O boletim epidemiológico da SMS revelou um aumento expressivo nos casos de influenza, passando de 71 casos em 2025 para 830 em 2026, resultando em uma impressionante alta de mais de 1069% entre as semanas epidemiológicas 1 e 13. Enquanto isso, a Covid-19 apresenta uma redução considerável, com Caiúba registrando 97 casos em 2026, o que configura uma diminuição de 90,39% em comparação ao ano anterior.
Internações por SRAG Chamam a Atenção
Apesar da queda nas notificações da Covid-19, o número de internações por Síndrome Respiratória Aguda Grave (SRAG) é alarmante. Até a semana 13, foram registrados 512 casos hospitalizados, resultando em 55 mortes. A taxa de mortalidade entre os casos que evoluíram para internação atingiu 2,12% entre os residentes. Dentre essas internações, 122 estavam associadas aos vírus influenza A e B, com cinco óbitos, enquanto a Covid-19 foi responsável por 21 internações e quatro mortes.

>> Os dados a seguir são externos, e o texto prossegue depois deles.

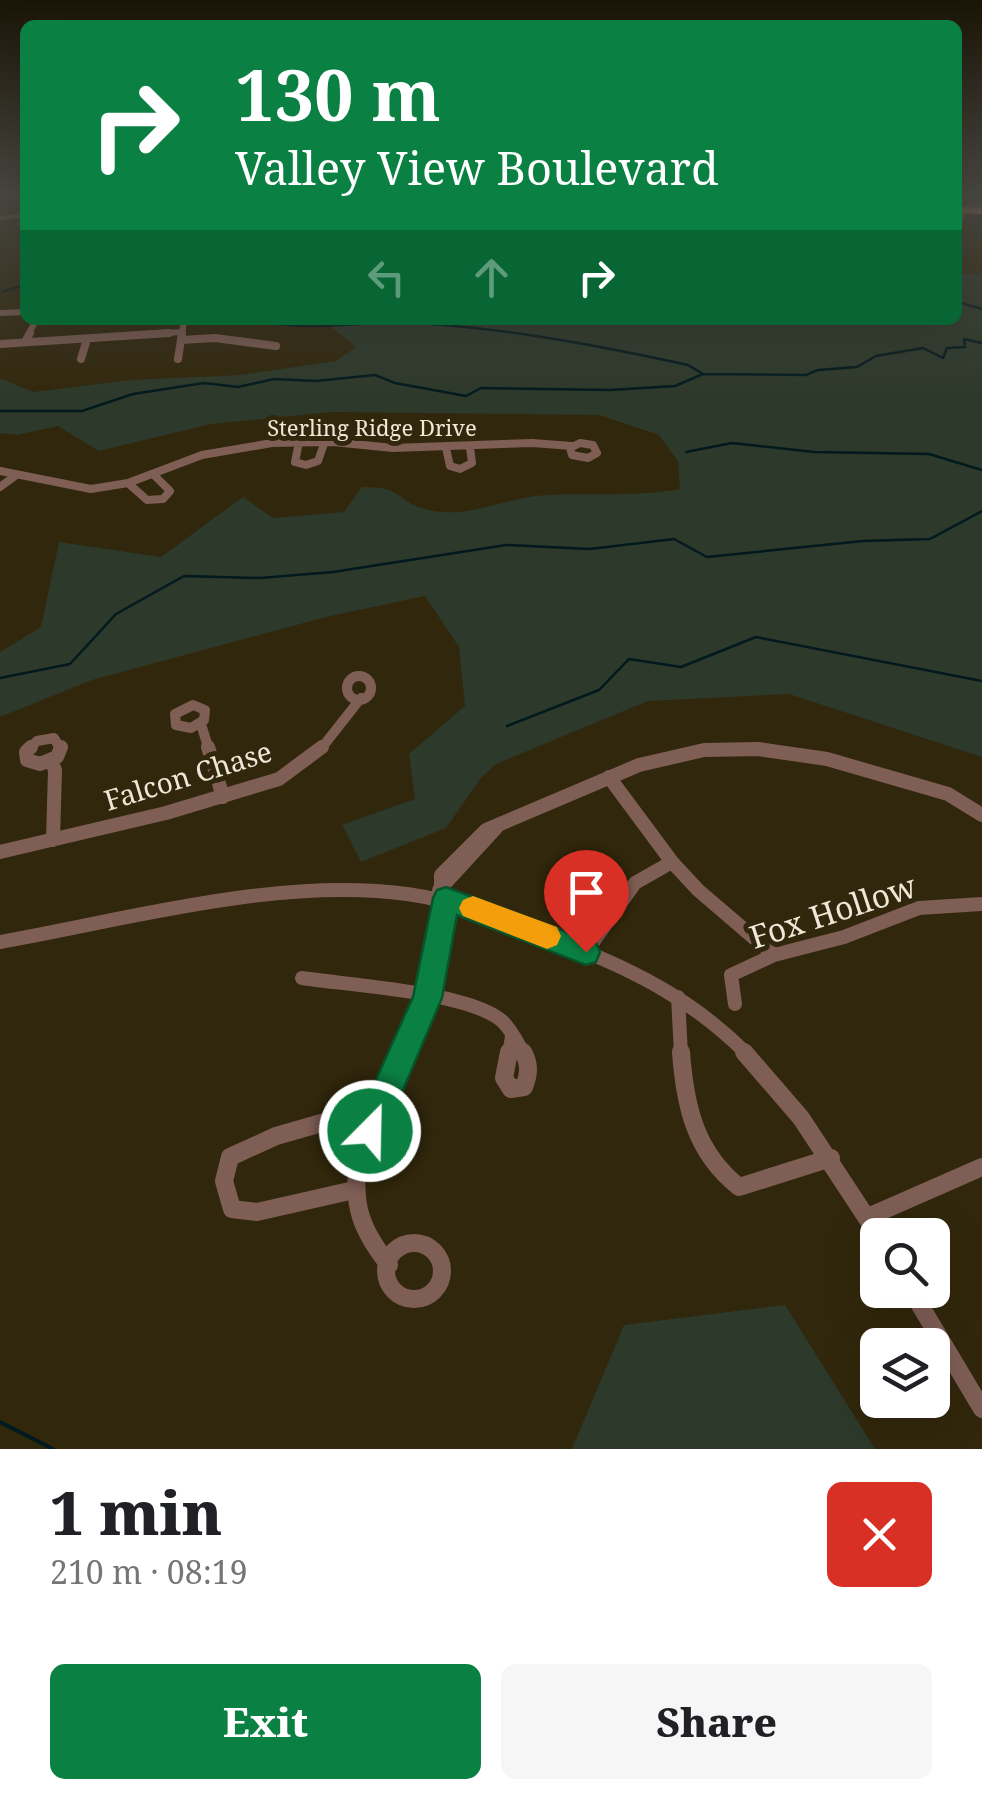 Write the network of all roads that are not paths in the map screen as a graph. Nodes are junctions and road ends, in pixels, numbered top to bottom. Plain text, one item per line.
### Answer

As crianças pequenas são as mais afetadas, com a faixa etária de 0 a 6 anos liderando as notificações de influenza em Cuiabá, somando 409 registros. Adultos entre 15 e 59 anos também estão entre os grupos mais impactados.
Estado de Alerta em Mato Grosso
No cenário estadual, os dados do InfoGripe indicam que Mato Grosso se encontra entre as unidades da federação com incidência de SRAG em níveis de alerta, risco ou alto risco. A capital, Cuiabá, destaca-se entre as cidades brasileiras que apresentam crescimento sustentado de casos graves nas últimas seis semanas, junto a capitais como Belo Horizonte, Recife e Rio de Janeiro.
Essa tendência em Mato Grosso se alinha a um padrão observado em outras regiões do Brasil, especialmente no Centro-Sul, onde os casos graves relacionados à influenza A continuam a aumentar. O vírus sincicial respiratório (VSR), que afeta principalmente crianças pequenas, também tem mostrado crescimento em estados do Centro-Oeste, incluindo Mato Grosso.
Cenário Nacional e Tendências de Longo Prazo
A nível nacional, o Brasil vive um momento de estabilidade ou oscilação nos indicadores de saúde, com uma recente queda em alguns deles. No entanto, 13 das 27 unidades da federação continuam em níveis de alerta ou risco para SRAG.
Nos últimos quatro semanas, o rinovírus foi o agente mais prevalente entre os casos positivos, respondendo por 40,8% das infecções, seguido pelo influenza A (30,7%) e pelo vírus sincicial respiratório (19,9%). A Covid-19, embora ainda presente, representou apenas 6,2% das infecções nesse período.
Entre os óbitos, tanto a influenza A quanto a Covid-19 continuam a ser as principais causas, com um impacto significativo sobre a população idosa. A vigilância constante e ações eficazes são essenciais para conter a disseminação desses vírus e proteger a saúde da população.